感謝の気持ちを込めて風船を飛ばす児童=羽咋市西北台小

 新年度に羽咋市羽咋小と統合する西北台小で29日、閉校式が行われ、児童や教職員、住民らが37年間の歴史が詰まった校舎に別れを告げた。児童らは式典で「たくさんの思い出をありがとう」と感謝の気持ちを伝え、住民らと校歌を斉唱。在校生は「むねに希望がわきあがる」の歌詞をかみしめ、新しい学校でも頑張っていく決意を示した。

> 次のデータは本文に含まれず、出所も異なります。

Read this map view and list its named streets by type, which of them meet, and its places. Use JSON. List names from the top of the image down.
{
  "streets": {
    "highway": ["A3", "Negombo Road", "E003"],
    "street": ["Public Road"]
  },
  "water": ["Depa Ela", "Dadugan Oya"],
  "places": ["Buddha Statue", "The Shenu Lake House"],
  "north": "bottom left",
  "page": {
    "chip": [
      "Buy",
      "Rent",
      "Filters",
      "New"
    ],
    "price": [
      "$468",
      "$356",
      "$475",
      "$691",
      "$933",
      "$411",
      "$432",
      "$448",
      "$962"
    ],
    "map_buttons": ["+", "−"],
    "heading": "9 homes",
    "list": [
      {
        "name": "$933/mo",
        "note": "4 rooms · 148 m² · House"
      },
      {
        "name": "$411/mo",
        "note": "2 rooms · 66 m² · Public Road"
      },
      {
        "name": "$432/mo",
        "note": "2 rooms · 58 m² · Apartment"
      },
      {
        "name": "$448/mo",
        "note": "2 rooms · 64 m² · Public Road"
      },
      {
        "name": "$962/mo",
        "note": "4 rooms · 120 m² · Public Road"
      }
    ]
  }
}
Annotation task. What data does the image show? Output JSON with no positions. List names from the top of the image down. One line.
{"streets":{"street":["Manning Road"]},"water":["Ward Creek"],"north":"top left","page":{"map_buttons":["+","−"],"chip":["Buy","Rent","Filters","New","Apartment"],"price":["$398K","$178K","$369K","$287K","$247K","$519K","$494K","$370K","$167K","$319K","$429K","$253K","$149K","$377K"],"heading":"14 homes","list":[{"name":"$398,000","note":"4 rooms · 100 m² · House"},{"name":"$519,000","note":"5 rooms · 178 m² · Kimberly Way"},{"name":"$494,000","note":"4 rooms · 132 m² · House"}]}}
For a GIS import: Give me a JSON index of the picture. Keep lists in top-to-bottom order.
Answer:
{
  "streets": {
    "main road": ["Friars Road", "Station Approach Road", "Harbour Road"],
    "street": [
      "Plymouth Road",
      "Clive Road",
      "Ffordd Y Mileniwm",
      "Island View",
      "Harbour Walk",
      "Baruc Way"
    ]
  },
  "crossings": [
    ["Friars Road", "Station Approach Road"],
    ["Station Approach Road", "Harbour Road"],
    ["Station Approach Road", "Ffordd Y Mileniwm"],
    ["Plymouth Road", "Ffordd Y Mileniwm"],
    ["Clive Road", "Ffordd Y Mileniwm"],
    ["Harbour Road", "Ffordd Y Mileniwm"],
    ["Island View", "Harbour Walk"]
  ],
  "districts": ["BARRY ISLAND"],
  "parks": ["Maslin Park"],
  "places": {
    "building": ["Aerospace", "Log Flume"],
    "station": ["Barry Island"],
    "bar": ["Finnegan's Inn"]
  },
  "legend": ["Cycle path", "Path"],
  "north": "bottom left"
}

 岸博一市長の式辞、酒井一人市議会議長のあいさつに続き、西北台小の前身である一ノ宮小を卒業した松田宏明校長が「地域とともに歩んできた学校だ。ここで育まれた学びと絆は、子どもたちが未来へ向かう力になる」と感謝を述べた。

 全員で校歌を斉唱し、1~5年生と今春の卒業生が学校の思い出をしたためた「メモリアルかるた」の札を読み上げた。松田校長が校旗を市教委に返納した。

 式典後は記念碑が除幕され、町会主催の「にぎわいフェスティバル」が開かれた。各町会の獅子舞や太鼓などが披露され、最後に児童や住民らが校舎の前で風船を空に飛ばした。

 西北台小は一ノ宮、上甘田小が統合し、1989(平成元)年に創立した。これまでに約900人の卒業生を送り出した。児童数の減少などで羽咋小と統合する。卒業生を含む今年度の児童数は48人だった。

 今後の校舎の活用は、地域の意見を聞きながら検討する。